Robert Blancou et Claudine Cartayrade, jeunes instituteurs nommés aux postes de Saint-Maurice-l'Ardoise pour la rentrée de 1967, découvrent une réalité dont ils ignorent tout : la condition des Harkis dans les camps militaires. Sans véritablement mesurer l'impact des traumatismes endurés par les familles, ils tissent des liens privilégiés jusqu'à la révolte de 1975 qui mènera à la fermeture du camp.
Très bonne BD, qui rappelle un peu le Journal d'un remplaçant pour le regard tendre d'un couple d'instits sur une situation scolaire atypique, et les Chroniques de Jérusalem pour l'analyse d'une situation géopolitique vue du petit bout de la lorgnette.
Les personnages sont aussi les parents de l'auteur. Ils étaient instituteurs dans un camp de Harkis dans les années 1960. A l'époque, ils étaient de bonne volonté et avaient noué des relations amicales avec les parents.

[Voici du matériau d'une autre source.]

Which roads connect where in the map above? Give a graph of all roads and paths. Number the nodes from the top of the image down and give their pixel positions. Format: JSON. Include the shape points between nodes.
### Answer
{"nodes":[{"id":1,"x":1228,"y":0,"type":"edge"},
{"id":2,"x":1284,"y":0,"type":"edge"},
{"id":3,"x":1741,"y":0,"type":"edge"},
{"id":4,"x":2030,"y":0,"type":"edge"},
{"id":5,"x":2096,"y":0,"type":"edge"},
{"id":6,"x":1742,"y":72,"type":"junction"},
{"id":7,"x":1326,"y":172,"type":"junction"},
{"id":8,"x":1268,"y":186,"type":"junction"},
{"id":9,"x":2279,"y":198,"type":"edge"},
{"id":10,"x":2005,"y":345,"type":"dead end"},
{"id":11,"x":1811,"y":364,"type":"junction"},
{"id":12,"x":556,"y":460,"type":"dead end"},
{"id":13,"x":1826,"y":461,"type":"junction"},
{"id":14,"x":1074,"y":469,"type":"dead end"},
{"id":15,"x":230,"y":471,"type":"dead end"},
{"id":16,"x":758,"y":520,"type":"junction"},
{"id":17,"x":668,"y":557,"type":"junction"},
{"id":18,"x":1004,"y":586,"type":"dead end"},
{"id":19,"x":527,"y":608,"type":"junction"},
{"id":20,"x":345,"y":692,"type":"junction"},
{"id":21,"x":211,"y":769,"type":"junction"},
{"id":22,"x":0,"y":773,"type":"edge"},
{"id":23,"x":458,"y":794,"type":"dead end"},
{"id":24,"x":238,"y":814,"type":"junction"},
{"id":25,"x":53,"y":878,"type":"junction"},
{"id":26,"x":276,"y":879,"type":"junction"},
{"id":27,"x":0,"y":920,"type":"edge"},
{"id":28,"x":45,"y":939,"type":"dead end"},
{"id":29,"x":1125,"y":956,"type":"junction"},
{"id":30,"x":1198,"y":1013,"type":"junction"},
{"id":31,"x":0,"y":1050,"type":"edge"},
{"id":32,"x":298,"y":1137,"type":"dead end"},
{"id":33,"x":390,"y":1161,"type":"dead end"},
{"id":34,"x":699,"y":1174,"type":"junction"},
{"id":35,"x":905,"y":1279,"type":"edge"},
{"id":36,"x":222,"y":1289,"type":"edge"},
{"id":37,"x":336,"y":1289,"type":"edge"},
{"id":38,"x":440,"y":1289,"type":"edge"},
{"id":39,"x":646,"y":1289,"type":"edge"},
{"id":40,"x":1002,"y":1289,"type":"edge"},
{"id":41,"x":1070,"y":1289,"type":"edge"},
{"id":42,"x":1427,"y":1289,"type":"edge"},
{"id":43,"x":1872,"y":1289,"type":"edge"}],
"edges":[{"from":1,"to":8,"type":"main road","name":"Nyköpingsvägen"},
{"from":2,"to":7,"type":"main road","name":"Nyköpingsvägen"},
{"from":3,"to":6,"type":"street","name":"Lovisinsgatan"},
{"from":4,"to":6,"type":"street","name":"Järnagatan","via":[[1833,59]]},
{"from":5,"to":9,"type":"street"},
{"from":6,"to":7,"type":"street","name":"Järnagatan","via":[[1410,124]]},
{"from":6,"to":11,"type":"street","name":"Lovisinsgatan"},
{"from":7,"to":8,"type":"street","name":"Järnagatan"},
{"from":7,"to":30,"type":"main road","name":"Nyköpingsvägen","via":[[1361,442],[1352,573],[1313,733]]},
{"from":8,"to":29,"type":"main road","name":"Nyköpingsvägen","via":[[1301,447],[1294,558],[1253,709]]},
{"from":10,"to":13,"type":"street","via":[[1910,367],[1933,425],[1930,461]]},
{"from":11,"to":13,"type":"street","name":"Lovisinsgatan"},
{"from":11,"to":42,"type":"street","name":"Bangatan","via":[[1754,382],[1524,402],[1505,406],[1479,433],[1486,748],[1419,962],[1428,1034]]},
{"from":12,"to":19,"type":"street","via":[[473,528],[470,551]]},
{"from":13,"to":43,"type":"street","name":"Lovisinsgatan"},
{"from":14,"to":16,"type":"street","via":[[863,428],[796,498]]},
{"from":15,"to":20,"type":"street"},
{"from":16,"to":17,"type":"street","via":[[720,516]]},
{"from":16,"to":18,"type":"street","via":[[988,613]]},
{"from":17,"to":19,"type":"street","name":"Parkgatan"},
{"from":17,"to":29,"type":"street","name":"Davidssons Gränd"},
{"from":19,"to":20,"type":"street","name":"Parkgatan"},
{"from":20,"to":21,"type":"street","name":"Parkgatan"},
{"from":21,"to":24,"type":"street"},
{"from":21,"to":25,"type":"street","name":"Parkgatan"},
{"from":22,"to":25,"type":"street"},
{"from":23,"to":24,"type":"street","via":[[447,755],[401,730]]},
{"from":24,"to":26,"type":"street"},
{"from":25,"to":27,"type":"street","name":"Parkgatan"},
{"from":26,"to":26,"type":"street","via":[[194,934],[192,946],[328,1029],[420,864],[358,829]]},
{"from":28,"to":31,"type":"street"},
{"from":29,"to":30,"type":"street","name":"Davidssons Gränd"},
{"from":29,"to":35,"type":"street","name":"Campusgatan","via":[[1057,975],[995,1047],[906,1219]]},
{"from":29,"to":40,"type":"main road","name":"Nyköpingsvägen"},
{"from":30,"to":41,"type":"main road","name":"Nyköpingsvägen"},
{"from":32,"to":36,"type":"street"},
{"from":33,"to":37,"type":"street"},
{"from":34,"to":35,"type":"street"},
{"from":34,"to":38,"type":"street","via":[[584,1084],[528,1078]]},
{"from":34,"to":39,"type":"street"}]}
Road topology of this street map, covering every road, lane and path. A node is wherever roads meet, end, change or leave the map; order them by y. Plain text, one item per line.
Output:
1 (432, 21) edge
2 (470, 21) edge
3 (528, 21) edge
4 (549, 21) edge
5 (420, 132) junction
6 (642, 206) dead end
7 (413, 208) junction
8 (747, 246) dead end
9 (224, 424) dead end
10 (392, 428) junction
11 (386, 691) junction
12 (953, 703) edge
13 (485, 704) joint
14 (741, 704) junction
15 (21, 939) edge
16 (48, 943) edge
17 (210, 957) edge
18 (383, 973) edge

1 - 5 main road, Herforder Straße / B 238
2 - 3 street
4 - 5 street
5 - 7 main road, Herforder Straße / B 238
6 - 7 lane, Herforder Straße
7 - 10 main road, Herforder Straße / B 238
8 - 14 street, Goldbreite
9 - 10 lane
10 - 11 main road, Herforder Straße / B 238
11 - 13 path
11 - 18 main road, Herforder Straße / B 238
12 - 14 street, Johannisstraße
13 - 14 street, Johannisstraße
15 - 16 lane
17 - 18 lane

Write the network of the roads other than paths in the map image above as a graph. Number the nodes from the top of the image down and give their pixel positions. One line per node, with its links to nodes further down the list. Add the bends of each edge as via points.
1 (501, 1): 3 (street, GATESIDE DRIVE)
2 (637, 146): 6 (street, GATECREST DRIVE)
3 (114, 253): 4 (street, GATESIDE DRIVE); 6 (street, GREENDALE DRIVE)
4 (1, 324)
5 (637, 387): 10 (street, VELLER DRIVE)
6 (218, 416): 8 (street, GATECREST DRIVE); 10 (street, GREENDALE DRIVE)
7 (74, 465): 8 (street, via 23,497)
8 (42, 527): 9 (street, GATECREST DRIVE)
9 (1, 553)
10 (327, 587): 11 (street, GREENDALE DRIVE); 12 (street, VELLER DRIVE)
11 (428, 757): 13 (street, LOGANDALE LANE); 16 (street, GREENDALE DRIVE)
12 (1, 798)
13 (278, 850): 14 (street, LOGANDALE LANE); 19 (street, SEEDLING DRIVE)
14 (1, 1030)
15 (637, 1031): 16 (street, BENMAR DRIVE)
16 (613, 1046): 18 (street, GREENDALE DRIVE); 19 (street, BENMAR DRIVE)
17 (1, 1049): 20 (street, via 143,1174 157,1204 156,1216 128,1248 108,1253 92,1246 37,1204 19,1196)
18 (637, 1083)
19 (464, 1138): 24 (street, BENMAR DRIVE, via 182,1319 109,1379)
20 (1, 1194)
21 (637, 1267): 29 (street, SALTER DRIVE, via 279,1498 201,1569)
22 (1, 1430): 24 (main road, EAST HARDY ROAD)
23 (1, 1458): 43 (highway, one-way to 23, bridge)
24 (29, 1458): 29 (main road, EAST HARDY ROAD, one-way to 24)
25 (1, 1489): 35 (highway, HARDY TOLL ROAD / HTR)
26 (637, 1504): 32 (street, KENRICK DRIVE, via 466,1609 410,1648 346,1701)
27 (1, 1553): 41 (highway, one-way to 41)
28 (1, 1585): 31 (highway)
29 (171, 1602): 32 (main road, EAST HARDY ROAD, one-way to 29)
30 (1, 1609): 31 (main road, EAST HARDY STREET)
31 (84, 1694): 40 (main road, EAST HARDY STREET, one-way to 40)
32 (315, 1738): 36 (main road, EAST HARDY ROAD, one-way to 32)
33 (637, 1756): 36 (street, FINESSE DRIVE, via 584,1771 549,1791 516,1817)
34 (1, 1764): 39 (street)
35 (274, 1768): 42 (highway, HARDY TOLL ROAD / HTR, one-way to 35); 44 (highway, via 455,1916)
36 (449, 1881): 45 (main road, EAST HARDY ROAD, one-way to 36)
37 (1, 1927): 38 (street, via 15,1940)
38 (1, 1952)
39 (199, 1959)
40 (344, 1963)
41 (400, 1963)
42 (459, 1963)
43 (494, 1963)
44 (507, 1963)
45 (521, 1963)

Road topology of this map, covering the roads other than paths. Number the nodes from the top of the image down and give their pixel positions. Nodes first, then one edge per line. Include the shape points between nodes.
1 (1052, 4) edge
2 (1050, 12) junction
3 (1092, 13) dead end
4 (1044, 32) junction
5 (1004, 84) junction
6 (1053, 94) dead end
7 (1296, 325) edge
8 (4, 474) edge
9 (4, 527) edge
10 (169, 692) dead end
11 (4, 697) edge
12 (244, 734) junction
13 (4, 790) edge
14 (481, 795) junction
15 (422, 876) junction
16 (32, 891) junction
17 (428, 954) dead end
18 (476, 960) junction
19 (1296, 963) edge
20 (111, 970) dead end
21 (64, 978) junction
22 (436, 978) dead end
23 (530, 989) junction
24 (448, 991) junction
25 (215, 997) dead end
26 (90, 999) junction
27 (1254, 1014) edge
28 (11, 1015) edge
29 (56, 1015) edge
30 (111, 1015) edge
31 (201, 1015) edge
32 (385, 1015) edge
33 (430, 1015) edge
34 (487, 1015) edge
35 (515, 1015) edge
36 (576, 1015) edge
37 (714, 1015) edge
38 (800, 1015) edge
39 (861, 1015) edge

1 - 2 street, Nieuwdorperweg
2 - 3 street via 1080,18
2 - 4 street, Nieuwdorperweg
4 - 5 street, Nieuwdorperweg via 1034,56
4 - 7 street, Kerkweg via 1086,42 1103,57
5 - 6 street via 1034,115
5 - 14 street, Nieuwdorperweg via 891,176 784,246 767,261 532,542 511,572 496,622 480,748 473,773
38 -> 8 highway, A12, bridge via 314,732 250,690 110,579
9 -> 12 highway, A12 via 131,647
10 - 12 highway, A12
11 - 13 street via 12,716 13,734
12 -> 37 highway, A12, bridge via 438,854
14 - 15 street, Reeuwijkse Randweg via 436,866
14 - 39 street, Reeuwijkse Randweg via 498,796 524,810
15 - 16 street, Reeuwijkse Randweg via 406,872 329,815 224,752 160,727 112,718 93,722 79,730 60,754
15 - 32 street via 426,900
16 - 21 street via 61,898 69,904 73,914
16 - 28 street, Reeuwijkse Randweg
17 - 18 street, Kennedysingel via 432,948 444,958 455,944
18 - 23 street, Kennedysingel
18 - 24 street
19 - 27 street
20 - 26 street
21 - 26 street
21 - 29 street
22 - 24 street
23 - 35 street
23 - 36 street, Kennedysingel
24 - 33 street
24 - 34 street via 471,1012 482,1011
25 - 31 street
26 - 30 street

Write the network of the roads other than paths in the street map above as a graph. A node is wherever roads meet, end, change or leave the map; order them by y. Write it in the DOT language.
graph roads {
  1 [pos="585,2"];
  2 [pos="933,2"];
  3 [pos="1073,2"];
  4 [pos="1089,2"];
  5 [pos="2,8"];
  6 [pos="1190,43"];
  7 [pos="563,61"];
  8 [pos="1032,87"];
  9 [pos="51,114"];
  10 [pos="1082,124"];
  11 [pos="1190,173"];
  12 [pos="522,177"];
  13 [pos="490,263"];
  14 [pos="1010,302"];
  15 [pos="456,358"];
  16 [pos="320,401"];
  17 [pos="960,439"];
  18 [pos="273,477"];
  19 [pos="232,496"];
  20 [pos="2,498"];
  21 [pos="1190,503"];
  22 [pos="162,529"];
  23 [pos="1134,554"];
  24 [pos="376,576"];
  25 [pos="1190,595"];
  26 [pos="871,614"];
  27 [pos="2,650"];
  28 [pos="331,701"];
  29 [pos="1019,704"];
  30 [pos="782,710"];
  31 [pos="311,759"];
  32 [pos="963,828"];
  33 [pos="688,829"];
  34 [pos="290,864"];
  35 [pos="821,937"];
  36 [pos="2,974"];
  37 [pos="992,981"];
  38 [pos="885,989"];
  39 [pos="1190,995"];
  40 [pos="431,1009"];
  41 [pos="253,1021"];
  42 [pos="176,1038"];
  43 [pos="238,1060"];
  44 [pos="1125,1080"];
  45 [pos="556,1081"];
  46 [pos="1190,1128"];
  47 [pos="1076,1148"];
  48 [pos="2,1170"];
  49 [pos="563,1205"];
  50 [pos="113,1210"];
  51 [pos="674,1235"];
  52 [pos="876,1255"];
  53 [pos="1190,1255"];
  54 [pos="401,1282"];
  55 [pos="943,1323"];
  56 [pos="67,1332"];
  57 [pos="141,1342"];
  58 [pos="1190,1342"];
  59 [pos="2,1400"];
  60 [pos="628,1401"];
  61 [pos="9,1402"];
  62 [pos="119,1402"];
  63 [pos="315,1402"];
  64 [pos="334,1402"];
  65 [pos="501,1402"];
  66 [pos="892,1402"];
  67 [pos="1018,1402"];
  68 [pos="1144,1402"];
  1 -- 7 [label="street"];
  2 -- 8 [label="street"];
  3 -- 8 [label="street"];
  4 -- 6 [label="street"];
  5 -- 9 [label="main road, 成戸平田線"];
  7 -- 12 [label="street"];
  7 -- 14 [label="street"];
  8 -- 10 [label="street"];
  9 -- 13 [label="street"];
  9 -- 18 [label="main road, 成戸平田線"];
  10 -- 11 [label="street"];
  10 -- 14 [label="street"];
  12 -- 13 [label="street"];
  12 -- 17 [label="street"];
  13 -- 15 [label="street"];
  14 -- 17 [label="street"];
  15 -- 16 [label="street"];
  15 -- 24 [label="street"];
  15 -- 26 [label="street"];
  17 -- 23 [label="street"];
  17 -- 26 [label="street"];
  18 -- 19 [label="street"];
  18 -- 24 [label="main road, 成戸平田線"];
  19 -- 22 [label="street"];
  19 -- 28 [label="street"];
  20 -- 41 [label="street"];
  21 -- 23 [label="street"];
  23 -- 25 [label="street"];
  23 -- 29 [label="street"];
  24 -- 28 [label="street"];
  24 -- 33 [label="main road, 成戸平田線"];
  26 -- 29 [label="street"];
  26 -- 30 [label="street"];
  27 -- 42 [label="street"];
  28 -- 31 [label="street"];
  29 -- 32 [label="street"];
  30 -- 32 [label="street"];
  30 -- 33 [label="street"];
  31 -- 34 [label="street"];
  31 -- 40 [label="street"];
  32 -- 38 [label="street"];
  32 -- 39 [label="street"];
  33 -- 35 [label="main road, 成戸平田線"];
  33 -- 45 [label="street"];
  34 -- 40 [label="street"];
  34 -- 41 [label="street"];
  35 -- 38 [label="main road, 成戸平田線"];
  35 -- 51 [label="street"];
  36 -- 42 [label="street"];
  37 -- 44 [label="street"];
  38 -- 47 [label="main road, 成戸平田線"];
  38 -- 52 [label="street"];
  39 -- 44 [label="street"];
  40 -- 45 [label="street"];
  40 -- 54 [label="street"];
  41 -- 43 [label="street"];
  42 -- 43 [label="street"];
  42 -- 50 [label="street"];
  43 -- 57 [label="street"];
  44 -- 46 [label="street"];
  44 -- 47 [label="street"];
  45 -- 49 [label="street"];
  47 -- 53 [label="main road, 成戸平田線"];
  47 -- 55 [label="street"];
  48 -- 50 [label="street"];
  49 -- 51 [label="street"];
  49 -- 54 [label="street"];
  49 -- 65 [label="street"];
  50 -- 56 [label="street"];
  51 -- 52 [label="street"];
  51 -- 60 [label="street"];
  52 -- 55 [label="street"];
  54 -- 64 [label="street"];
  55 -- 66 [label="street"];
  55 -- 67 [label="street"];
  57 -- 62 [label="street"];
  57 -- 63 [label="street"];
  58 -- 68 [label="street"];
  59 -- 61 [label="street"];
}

Ils n'avaient toutefois pas pris la mesure de l'injustice institutionnelle commise contre cette population, ils n'en comprenaient pas les ramifications. Ils faisaient leur travail et vivaient avec les harkis (dans des conditions spartiates mais quand même bien meilleures qu'eux, ils ne soupçonnaient pas le fait que ces derniers étaient souvent privés d'électricité le soir, ne s'étaient pas pleinement rendu compte de l'isolement de la population -qui pouvait se rendre au marché de la ville une fois par semaine mais qui passaient le reste de leur vie en vase clos : les enfants découvraient l'extérieur du camp pendant une sortie scolaire...). Donc la révolte, du camp avec prise d'otage à la clé, les avait pris par surprise. Il y avait une certaine subtilité dans la manière dont les souvenirs des parents étaient racontés. Le père relate, après la prise d'otage, alors qu'il était à l'intérieur du camp, le fait que les jeunes hommes qui l'entourent se demandent à voix haute s'ils vont le prendre en otage. Il répond qu'il est d'accord mais pas longtemps : il faudra qu'ils le rendent à sa femme le soir. Tout le monde rit, il repart libre. Pas de tension dans la manière dont le père a perçu la scène mais la lectrice voit bien qu'il y avait un risque, et c'est ce que rend bien l'auteur.